11 Oct 12. The board of EADS (EAD.PA) renewed its confidence in Chief
Executive Tom Enders a day after the collapse of merger talks with BAE Systems (BA.TO) and encouraged him to continue his leadership of the company, an EADS spokesman said.
“The board expressed strong support for Tom Enders and his team and encouraged him to continue on his track,” the spokesman said on Thursday.
Talks to create a $45bn aerospace and defense company with BAE broke down on Wednesday amid political disagreements over the deal. (Source: Reuters)

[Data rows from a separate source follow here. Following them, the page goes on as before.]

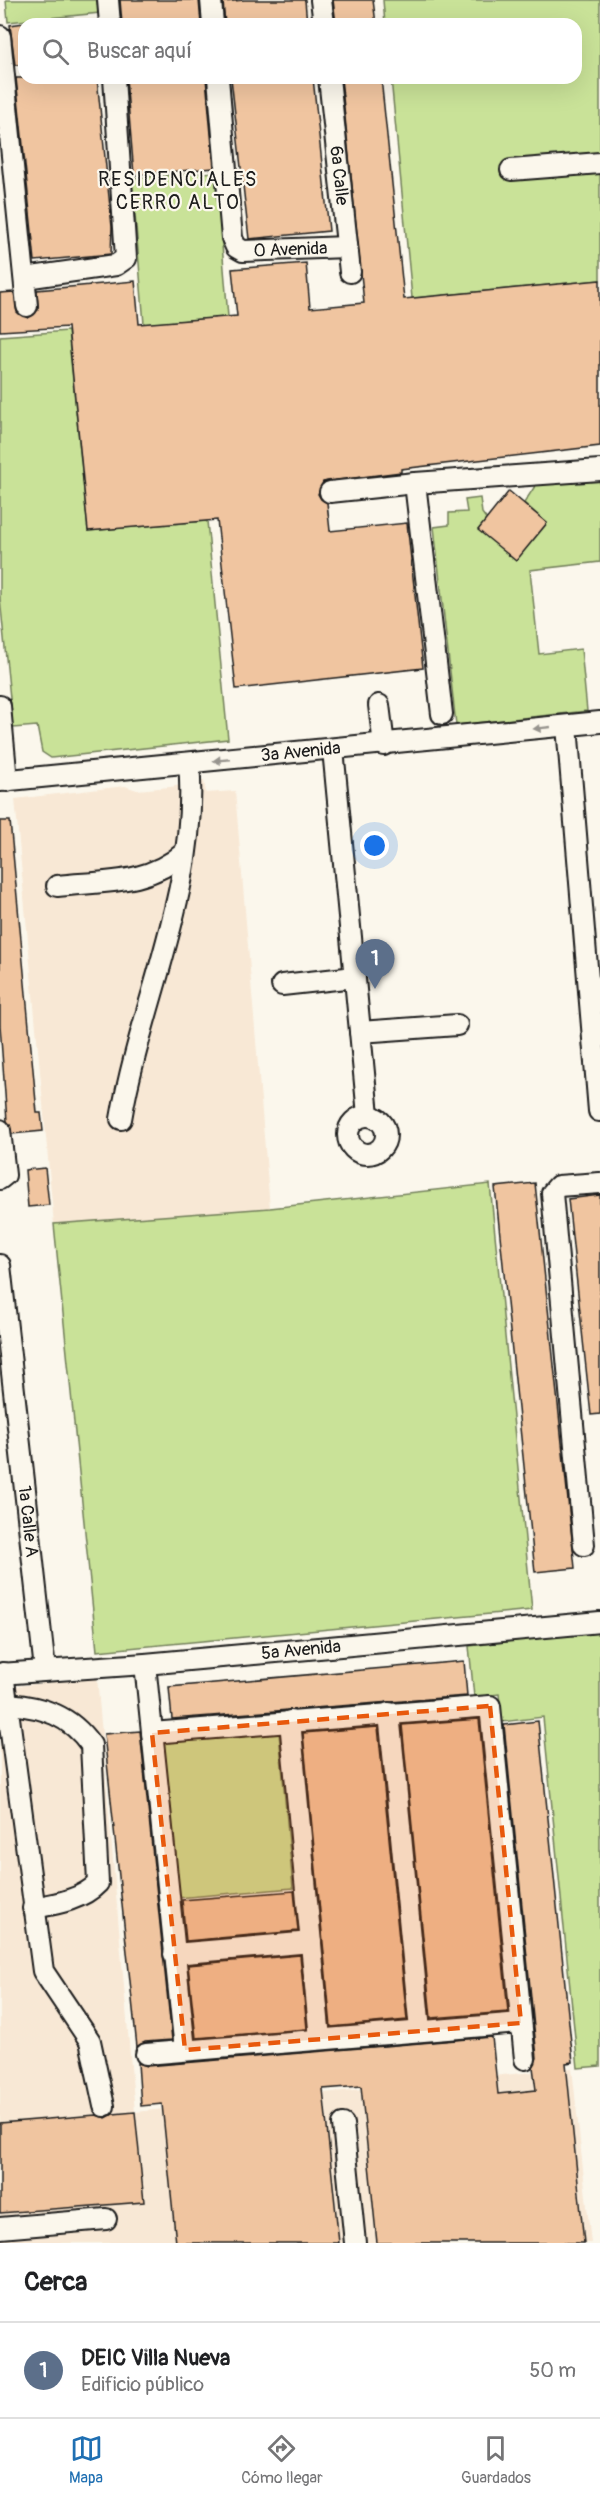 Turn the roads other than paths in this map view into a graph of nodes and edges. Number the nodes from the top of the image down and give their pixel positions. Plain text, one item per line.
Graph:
1 (108, 0) edge
2 (211, 0) edge
3 (321, 0) edge
4 (110, 18) edge
5 (212, 18) edge
6 (323, 18) edge
7 (0, 36) edge
8 (114, 84) edge
9 (219, 84) edge
10 (330, 84) edge
11 (600, 163) edge
12 (510, 170) dead end
13 (347, 247) junction
14 (350, 272) dead end
15 (25, 278) junction
16 (27, 306) dead end
17 (600, 470) edge
18 (415, 483) junction
19 (330, 492) dead end
20 (379, 705) dead end
21 (0, 706) edge
22 (442, 714) dead end
23 (600, 722) edge
24 (567, 726) junction
25 (384, 745) junction
26 (333, 749) junction
27 (189, 763) junction
28 (4, 781) edge
29 (184, 853) junction
30 (57, 886) dead end
31 (355, 977) junction
32 (282, 984) dead end
33 (457, 1025) dead end
34 (360, 1032) junction
35 (599, 1111) edge
36 (368, 1115) dead end
37 (121, 1119) dead end
38 (0, 1130) edge
39 (0, 1179) edge
40 (600, 1183) edge
41 (0, 1265) edge
42 (586, 1545) edge
43 (600, 1622) edge
44 (145, 1664) junction
45 (45, 1670) junction
46 (2, 1674) edge
47 (9, 1704) junction
48 (389, 1713) junction
49 (290, 1721) junction
50 (152, 1733) junction
51 (33, 1908) junction
52 (310, 1942) junction
53 (174, 1954) junction
54 (521, 2023) junction
55 (420, 2030) junction
56 (320, 2039) junction
57 (185, 2050) junction
58 (146, 2054) dead end
59 (525, 2059) dead end
60 (104, 2106) dead end
61 (343, 2124) dead end
62 (106, 2219) dead end
63 (0, 2228) edge
64 (355, 2243) edge

1 - 4 street
2 - 5 street
3 - 6 street
7 - 15 street
8 - 15 street
9 - 13 street, 0 Avenida
10 - 13 street, 6a Calle
11 - 12 street
13 - 14 street, 6a Calle
15 - 16 street
17 - 18 street
18 - 19 street
18 - 22 street
20 - 25 street
21 - 28 street
23 - 24 street, 3a Avenida
24 -> 25 street, 3a Avenida
24 - 35 street
25 - 26 street, 3a Avenida
26 -> 27 street, 3a Avenida
26 - 31 street
27 - 28 street, 3a Avenida
27 - 29 street
29 - 30 street
29 - 37 street
31 - 32 street
31 - 34 street
33 - 34 street
34 - 36 street
38 - 39 street
40 - 42 street
41 - 45 street, 1a Calle A
43 - 44 street, 5a Avenida
44 - 45 street, 5a Avenida
44 - 50 street
45 - 46 street, 5a Avenida
46 - 47 street
47 - 51 street
47 - 51 street
48 - 49 street
48 - 54 street
48 - 55 street
49 - 50 street
49 - 52 street
50 - 53 street
51 - 60 street
52 - 53 street
52 - 56 street
53 - 57 street
54 - 55 street
54 - 59 street
55 - 56 street
56 - 57 street
57 - 58 street
61 - 64 street
62 - 63 street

11 Oct 12. BAE Systems (BA.TO) moved to patch up damaged relations with its investors, promising imminent meetings to discuss its strategy after the failure of its attempted merger with EADS (EAD.PA), shareholders told Reuters on Thursday. Investors are keen to hear management make its case and explain how Europe’s biggest defense contractor plans to keep growing when governments are cutting back on their military spending.

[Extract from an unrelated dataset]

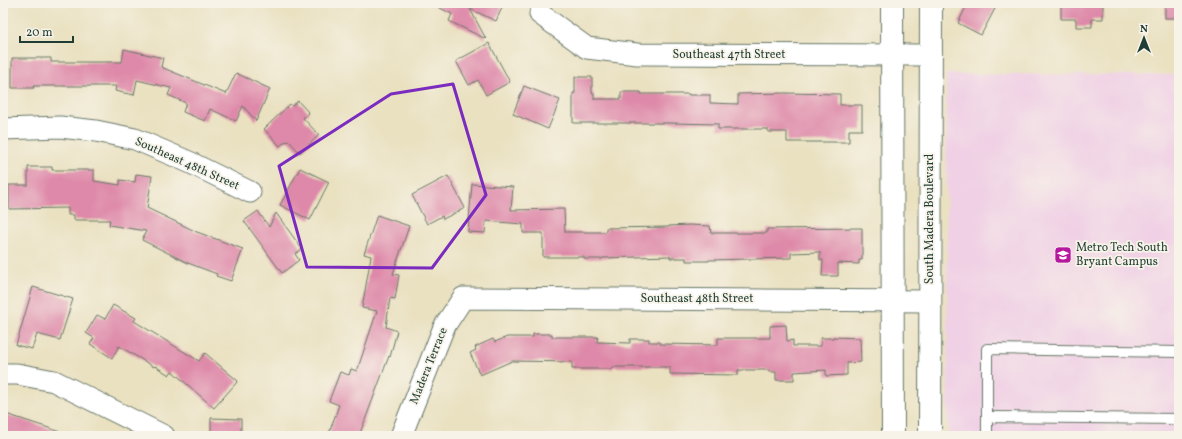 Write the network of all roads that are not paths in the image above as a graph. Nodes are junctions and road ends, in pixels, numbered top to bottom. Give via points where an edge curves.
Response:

“We want to sit down with the company to talk through exactly why they wanted to do this deal, and now that it won’t be going ahead, what are the plans,” said one of BAE’s top 20 shareholders. “They implied this was a strategic necessity, and now they say this setback is fine and that they can carry on as normal. Well, which is it?”
Investors contacted by Reuters after the proposed deal fell through said BAE’s management has said it will meet them, possibly within days, to outline its plans. Earlier this week fund manager Invesco, BAE’s biggest shareholder with more than 13 percent of the company, fired a broadside at the company in an attempt to sink the merger, citing concerns over state interference, poor terms and lack of strategic rationale. But now the deal is off the table many of the investors said they remained supportive of BAE’s managers but still expect to see a robust plan for the company’s future, and will not settle for pledges to find an alternative suitor, perhaps in the United States as a solution to its immediate challenges.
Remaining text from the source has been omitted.